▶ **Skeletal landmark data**

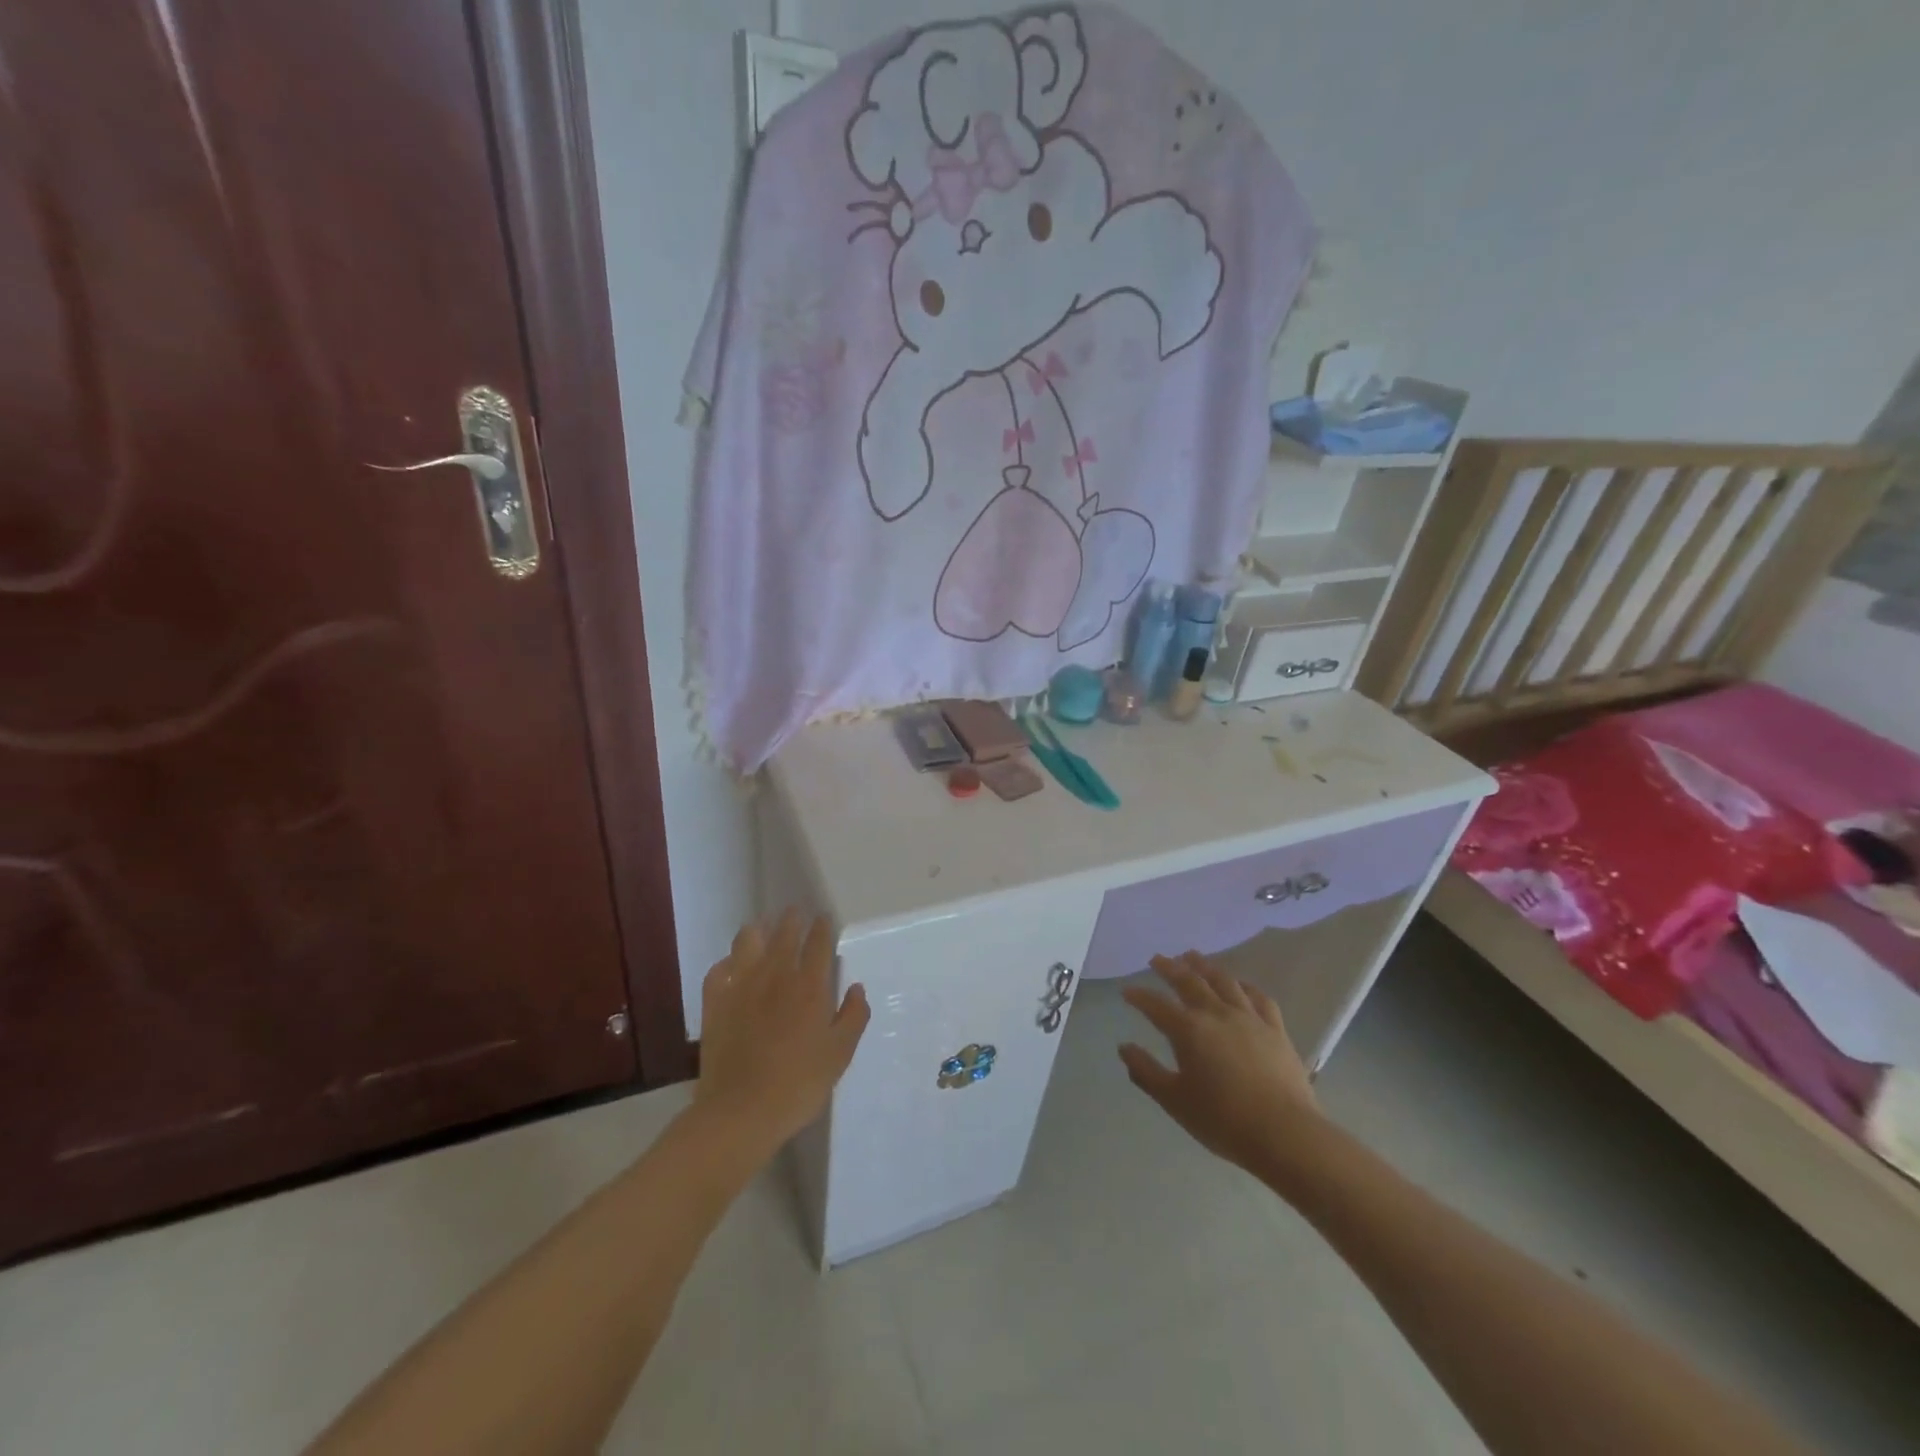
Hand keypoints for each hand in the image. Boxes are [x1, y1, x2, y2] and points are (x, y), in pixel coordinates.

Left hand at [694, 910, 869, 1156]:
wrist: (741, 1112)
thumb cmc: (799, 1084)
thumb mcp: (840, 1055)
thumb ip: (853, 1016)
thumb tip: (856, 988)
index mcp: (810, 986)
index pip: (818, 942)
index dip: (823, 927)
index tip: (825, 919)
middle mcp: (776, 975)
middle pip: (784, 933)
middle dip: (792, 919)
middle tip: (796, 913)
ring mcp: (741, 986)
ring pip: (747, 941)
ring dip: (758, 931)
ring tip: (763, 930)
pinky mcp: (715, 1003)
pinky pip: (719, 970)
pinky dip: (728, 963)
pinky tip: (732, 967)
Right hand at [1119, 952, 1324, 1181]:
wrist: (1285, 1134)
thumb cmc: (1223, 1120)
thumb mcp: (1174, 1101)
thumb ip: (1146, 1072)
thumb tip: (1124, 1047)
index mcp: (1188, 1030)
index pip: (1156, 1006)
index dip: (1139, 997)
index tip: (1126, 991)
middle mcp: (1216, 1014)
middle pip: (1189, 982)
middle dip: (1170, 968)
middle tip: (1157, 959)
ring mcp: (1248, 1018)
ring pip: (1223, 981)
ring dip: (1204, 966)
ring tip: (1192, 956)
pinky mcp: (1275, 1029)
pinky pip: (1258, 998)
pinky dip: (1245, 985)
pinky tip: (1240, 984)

* * *

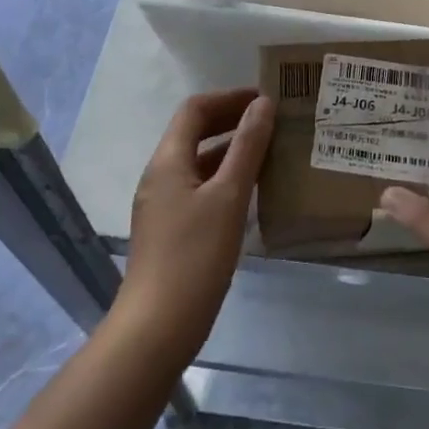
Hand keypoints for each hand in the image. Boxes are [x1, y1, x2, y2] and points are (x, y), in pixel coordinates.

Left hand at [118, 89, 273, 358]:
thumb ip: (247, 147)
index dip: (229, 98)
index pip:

▶ **PROBLEM**
Transcribe the records above exactly, beginning at the line that contains "index pip: (818, 942)" and ending with the line that contains "ring tip: (1192, 956)", both included, and nothing else.

▶ **RESPONSE TO THE EXERCISE**
index pip: (818, 942)
index dip: (823, 927)
index tip: (825, 919)
middle mcp: (776, 975)
middle pip: (784, 933)
middle dip: (792, 919)
middle tip: (796, 913)
ring mcp: (741, 986)
ring pip: (747, 941)
ring dip: (758, 931)
ring tip: (763, 930)
pinky mcp: (715, 1003)
pinky pip: (719, 970)
pinky dip: (728, 963)
pinky tip: (732, 967)
Right hand at [1119, 952, 1324, 1181]:
wrist: (1285, 1134)
thumb cmc: (1223, 1120)
thumb mcp: (1174, 1101)
thumb ip: (1146, 1072)
thumb tip: (1124, 1047)
index mcp: (1188, 1030)
index pip: (1156, 1006)
index dip: (1139, 997)
index tip: (1126, 991)
middle mcp: (1216, 1014)
middle pip: (1189, 982)
middle dip: (1170, 968)
middle tip: (1157, 959)
ring mcp: (1248, 1018)
ring pip: (1223, 981)
ring dip: (1204, 966)
ring tip: (1192, 956)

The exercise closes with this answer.